Task instructions
Give each line of the records again exactly and omit every picture.

*** Opening Exercise material ***

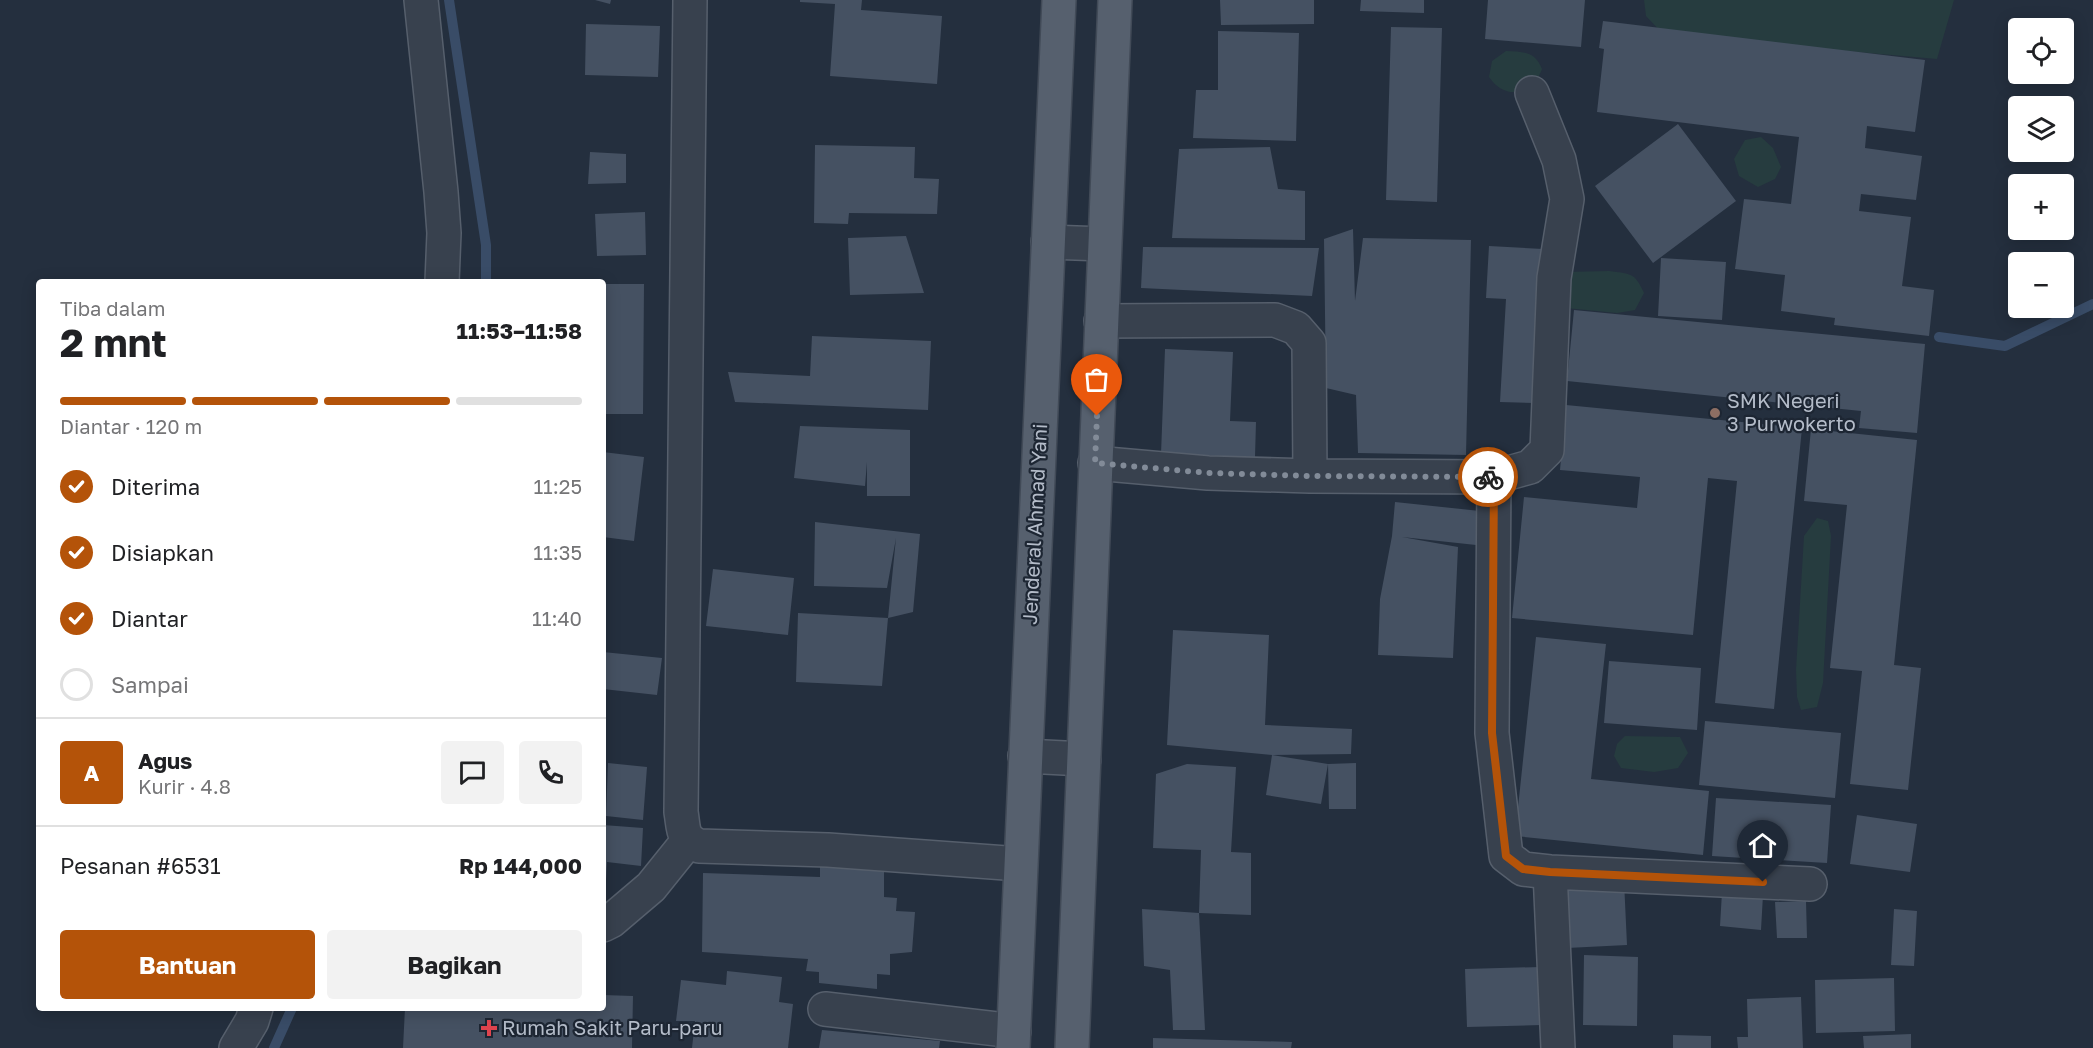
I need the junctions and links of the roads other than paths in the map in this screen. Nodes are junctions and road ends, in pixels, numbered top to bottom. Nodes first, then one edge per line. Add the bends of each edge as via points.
1 (421, 0) edge
2 (690, 0) edge
3 (1059, 0) edge
4 (1114, 0) edge
5 (1532, 93) dead end
6 (1048, 242) junction
7 (1104, 244) junction
8 (442, 279) edge
9 (1101, 321) junction
10 (1095, 463) junction
11 (1310, 476) junction
12 (1494, 477) junction
13 (1025, 756) junction
14 (1084, 759) junction
15 (688, 841) junction
16 (1020, 864) junction
17 (1550, 872) junction
18 (1810, 884) dead end
19 (606, 924) edge
20 (825, 1009) dead end
21 (254, 1011) edge
22 (1013, 1039) edge
23 (236, 1048) edge
24 (1072, 1048) edge
25 (1558, 1048) edge

1 - 8 street via 441,192
2 - 15 street via 681,812
3 - 6 main road, Jenderal Ahmad Yani
4 - 7 main road
5 - 12 street via 1559,160 1567,199 1554,278 1547,450 1530,467
6 - 7 street
6 - 13 main road, Jenderal Ahmad Yani
7 - 9 main road
9 - 10 main road
9 - 11 street via 1275,320 1296,328 1309,343
10 - 11 street via 1209,473
10 - 14 main road
11 - 12 street
12 - 17 street via 1492,733 1506,856 1523,869
13 - 14 street
13 - 16 main road, Jenderal Ahmad Yani
14 - 24 main road
15 - 16 street via 699,846 880,853
15 - 19 street via 651,887
16 - 22 main road, Jenderal Ahmad Yani
17 - 18 street
17 - 25 street
20 - 22 street
21 - 23 street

*** Closing Exercise material ***

Solved problem
I need the junctions and links of the roads other than paths in the map in this screen. Nodes are junctions and road ends, in pixels, numbered top to bottom. Nodes first, then one edge per line. Add the bends of each edge as via points.
1 (421, 0) edge
2 (690, 0) edge
3 (1059, 0) edge
4 (1114, 0) edge
5 (1532, 93) dead end
6 (1048, 242) junction
7 (1104, 244) junction
8 (442, 279) edge
9 (1101, 321) junction
10 (1095, 463) junction
11 (1310, 476) junction
12 (1494, 477) junction
13 (1025, 756) junction
14 (1084, 759) junction
15 (688, 841) junction
16 (1020, 864) junction
17 (1550, 872) junction
18 (1810, 884) dead end
19 (606, 924) edge
20 (825, 1009) dead end
21 (254, 1011) edge
22 (1013, 1039) edge
23 (236, 1048) edge
24 (1072, 1048) edge
25 (1558, 1048) edge

1 - 8 street via 441,192
2 - 15 street via 681,812
3 - 6 main road, Jenderal Ahmad Yani
4 - 7 main road
5 - 12 street via 1559,160 1567,199 1554,278 1547,450 1530,467
6 - 7 street
6 - 13 main road, Jenderal Ahmad Yani
7 - 9 main road
9 - 10 main road
9 - 11 street via 1275,320 1296,328 1309,343
10 - 11 street via 1209,473
10 - 14 main road
11 - 12 street
12 - 17 street via 1492,733 1506,856 1523,869
13 - 14 street
13 - 16 main road, Jenderal Ahmad Yani
14 - 24 main road
15 - 16 street via 699,846 880,853
15 - 19 street via 651,887
16 - 22 main road, Jenderal Ahmad Yani
17 - 18 street
17 - 25 street
20 - 22 street
21 - 23 street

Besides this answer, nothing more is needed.